Required work: Among the records that follow, how many lines contain the word "list"? Give the number and no other words.
Top of Extracted entries
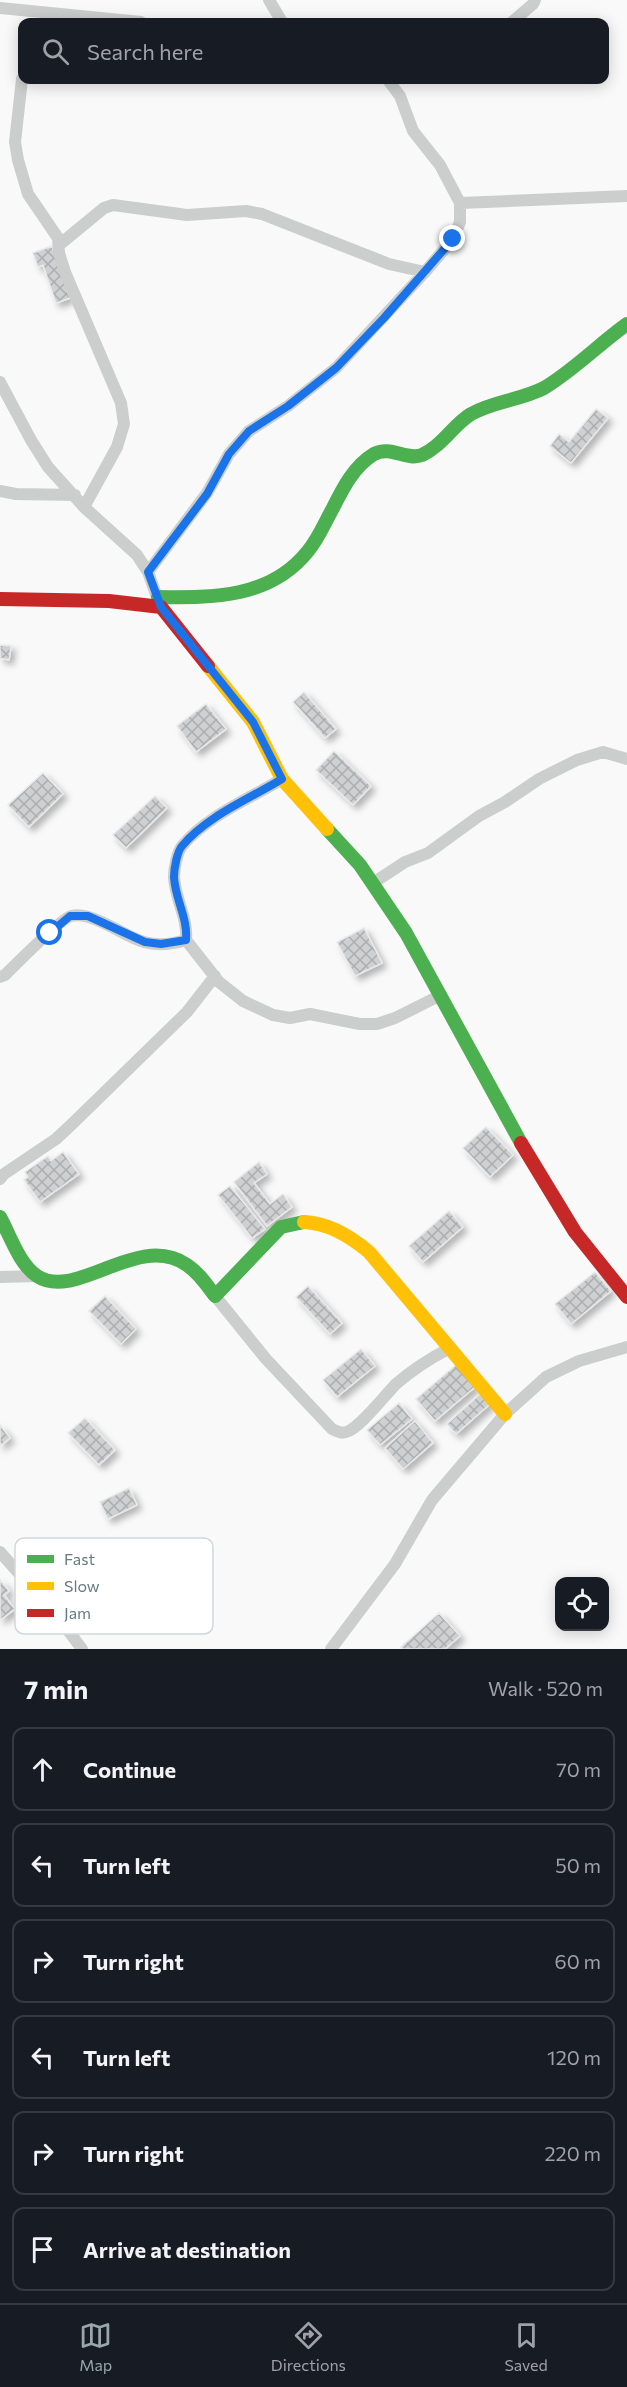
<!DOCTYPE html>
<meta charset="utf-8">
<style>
:root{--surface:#171b24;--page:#242831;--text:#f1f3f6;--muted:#9ea1a6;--line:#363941;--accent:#99a6ac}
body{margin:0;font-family:Commissioner,sans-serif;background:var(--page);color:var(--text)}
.controls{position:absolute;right:18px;bottom:18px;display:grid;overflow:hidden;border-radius:12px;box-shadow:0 3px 15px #0003}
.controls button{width:54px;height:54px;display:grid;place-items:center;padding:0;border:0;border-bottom:2px solid var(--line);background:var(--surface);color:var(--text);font:30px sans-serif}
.stop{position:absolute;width:18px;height:18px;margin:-14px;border:4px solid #1a73e8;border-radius:50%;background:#fff}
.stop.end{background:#1a73e8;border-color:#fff;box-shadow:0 2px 6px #0008}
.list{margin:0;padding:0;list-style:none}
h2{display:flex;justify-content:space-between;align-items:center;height:78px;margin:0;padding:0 24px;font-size:26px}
h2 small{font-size:20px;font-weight:400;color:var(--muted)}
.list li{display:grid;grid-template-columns:39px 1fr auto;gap:18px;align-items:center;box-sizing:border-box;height:84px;margin:0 12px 12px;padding:0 12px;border:2px solid var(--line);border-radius:12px}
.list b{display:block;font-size:22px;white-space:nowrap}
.list em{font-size:20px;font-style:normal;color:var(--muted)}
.icon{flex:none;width:33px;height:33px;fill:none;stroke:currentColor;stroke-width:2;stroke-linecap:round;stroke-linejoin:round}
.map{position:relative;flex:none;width:627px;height:1649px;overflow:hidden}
.search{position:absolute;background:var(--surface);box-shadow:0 3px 15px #0003;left:18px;right:18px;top:18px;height:66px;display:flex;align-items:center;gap:15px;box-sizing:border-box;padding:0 21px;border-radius:12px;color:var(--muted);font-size:22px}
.sheet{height:654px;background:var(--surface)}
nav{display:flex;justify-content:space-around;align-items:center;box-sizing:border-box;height:84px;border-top:2px solid var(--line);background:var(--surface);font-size:16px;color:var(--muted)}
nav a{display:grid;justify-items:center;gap:3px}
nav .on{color:var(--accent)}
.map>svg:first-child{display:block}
.building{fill:url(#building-cross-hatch);stroke:#e8e8e8;stroke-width:1.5;filter:url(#shadow)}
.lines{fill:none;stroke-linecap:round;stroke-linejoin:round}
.street{stroke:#cccece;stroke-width:12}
.fast{stroke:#4caf50;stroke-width:14}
.slow{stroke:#ffc107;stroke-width:14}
.jam{stroke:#c62828;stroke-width:14}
.route{stroke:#1a73e8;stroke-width:8}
.key{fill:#fff;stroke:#d1d7da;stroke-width:1.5}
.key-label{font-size:16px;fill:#657a83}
</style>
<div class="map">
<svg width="627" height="1649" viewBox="0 0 627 1649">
<defs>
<pattern id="building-cross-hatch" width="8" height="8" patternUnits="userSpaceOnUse" patternTransform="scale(1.5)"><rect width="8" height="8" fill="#ced0d1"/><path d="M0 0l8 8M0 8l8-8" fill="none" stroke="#abaeaf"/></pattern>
<filter id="shadow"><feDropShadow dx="4.5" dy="4.5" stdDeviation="3" flood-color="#0004"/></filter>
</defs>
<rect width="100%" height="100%" fill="#f9f9f9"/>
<path class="building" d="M52,246l18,52 -14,5 -13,-38 -5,2 -5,-14z
M596,409l12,9 -37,45 -21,-17 9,-12 10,8z
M0,645l11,1 -2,14 -9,-2z
M304,692l32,37 -11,9 -32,-36z
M206,704l20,25 -30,23 -19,-26z
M334,751l37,35 -18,19 -37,-35z
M43,773l20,21 -34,33 -21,-22z
M155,796l12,12 -41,40 -13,-13z
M364,928l18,35 -27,13 -18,-34z
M486,1127l27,28 -23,22 -27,-29z
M63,1152l16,22 -39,28 -16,-22 4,-3 -3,-5 23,-16 3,5z
M259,1162l8,12 -13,9 16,21 13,-10 9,13 -25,19 -33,-44z
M230,1186l35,43 -13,9 -34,-43z
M449,1211l14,16 -40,35 -14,-16z
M595,1272l16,19 -40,33 -16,-20z
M308,1286l34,37 -12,11 -34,-37z
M105,1296l31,33 -15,15 -32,-33z
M361,1349l14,17 -38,31 -14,-17z
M456,1365l19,22 -40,34 -19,-22z
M481,1393l9,11 -34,30 -9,-10z
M399,1403l13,16 -32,26 -13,-15z
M85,1418l30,32 -16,15 -31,-32z
M415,1421l18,22 -30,26 -18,-21z
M0,1425l10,13 -10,8z
M129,1488l8,17 -29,14 -8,-17z
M0,1580l9,11 -5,4 11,14 -15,11z
M439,1613l21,23 -15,13h-42l-2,-2z"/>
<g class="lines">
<path class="street" d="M269,0l13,22
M0,8l141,14
M512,22l21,-18 2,-4
M22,79l-7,63 3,18 10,34 30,44 1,15 6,19 56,131 3,21 -7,23 -33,60
M388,80l12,16 13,35 27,34 20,38 167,-7
M59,245l45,-37 9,-3 74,10 59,-4 16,3 127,50 36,8
M0,382l31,58 17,27 36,40 53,48 11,17 11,31
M0,491l16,3 59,1
M148,572l59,-79 22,-39 20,-23 39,-25 48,-38 89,-96 28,-33 7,-17v-19
M373,883l32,-21 23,-9 51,-37 26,-14 34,-23 38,-19 26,-8 24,7
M186,940l33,42 24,19 30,14 17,3 20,-4 50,10h17l18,-6 44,-22
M0,977l5,-2c10,-10 57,-57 66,-59 22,-5 52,20 73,26 14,4 29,2 42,-2 2,-22 -11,-41 -12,-63 0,-8 3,-25 8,-31 25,-30 67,-47 100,-67
M0,1179l4,-5 52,-35 15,-14 116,-113 28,-36
M0,1277l38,-1
M215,1296l51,63 66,70c5,2 9,5 14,3 13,-3 39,-37 50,-48 17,-15 35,-26 54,-36
M0,1552l61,69 21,28
M331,1649l64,-85 37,-64 73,-86 41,-37 33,-16 48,-14"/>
<path class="fast" d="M158,597c55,1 113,1 150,-46 11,-13 17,-29 25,-43 10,-20 21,-42 41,-54 17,-9 32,7 48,1 20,-9 31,-30 49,-41 23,-13 50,-14 73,-26 30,-18 55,-44 83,-64
M327,829l33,36 46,68 115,210
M0,1217c10,18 19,47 37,59 39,26 101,-45 150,-11 12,8 20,20 28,31l66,-69 23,-5"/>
<path class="slow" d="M208,666l45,56 29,57 45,50
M304,1222c25,1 46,14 65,30l136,162"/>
<path class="jam" d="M0,599l109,2 52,6 47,59
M521,1143l54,89 52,65"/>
</g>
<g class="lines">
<path class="route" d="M50,933l20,-17h18l57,26 16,2 25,-4c2,-22 -11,-41 -12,-63 0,-8 3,-25 8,-31 25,-30 67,-47 100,-67l-29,-57 -92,-115 -13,-35 59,-78 22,-40 20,-23 39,-25 48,-38 48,-50 69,-79"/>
</g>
<rect x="15" y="1538" width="198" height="96" rx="9" class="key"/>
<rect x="27" y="1555" width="27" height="8" fill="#4caf50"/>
<rect x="27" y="1582" width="27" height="8" fill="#ffc107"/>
<rect x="27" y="1609" width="27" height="8" fill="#c62828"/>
<g class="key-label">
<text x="64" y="1565">Fast</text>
<text x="64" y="1592">Slow</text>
<text x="64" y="1619">Jam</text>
</g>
</svg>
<div class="controls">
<button><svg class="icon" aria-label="locate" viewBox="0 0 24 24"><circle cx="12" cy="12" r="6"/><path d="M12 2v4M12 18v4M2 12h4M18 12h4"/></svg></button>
</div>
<div class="stop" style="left:50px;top:933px"></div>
<div class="stop end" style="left:453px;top:239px"></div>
<div class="search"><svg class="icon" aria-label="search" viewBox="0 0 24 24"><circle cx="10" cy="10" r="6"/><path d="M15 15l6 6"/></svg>Search here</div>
</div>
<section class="sheet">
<h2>7 min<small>Walk · 520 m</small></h2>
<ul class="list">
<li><svg class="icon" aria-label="ahead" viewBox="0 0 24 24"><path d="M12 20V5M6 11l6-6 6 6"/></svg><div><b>Continue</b></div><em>70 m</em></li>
<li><svg class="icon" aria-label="left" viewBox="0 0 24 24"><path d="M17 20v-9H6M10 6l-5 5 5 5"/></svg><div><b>Turn left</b></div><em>50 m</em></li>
<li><svg class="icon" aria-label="right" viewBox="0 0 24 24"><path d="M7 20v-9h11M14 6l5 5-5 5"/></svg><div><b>Turn right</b></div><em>60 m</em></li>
<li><svg class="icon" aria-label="left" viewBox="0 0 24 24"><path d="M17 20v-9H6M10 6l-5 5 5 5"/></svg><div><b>Turn left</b></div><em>120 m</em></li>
<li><svg class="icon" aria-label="right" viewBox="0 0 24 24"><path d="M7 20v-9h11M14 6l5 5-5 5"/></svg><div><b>Turn right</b></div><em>220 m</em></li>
<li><svg class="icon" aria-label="arrive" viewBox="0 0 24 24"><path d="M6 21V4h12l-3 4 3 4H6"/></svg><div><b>Arrive at destination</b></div></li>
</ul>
</section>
<nav>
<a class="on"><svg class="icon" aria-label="map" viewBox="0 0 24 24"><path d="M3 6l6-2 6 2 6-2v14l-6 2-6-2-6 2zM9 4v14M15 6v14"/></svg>Map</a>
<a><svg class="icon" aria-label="directions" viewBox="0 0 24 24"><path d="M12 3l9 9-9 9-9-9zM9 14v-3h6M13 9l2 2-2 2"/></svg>Directions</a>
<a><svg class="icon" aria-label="saved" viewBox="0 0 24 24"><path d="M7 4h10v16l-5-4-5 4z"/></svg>Saved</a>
</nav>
Bottom of Extracted entries
Answer below: 5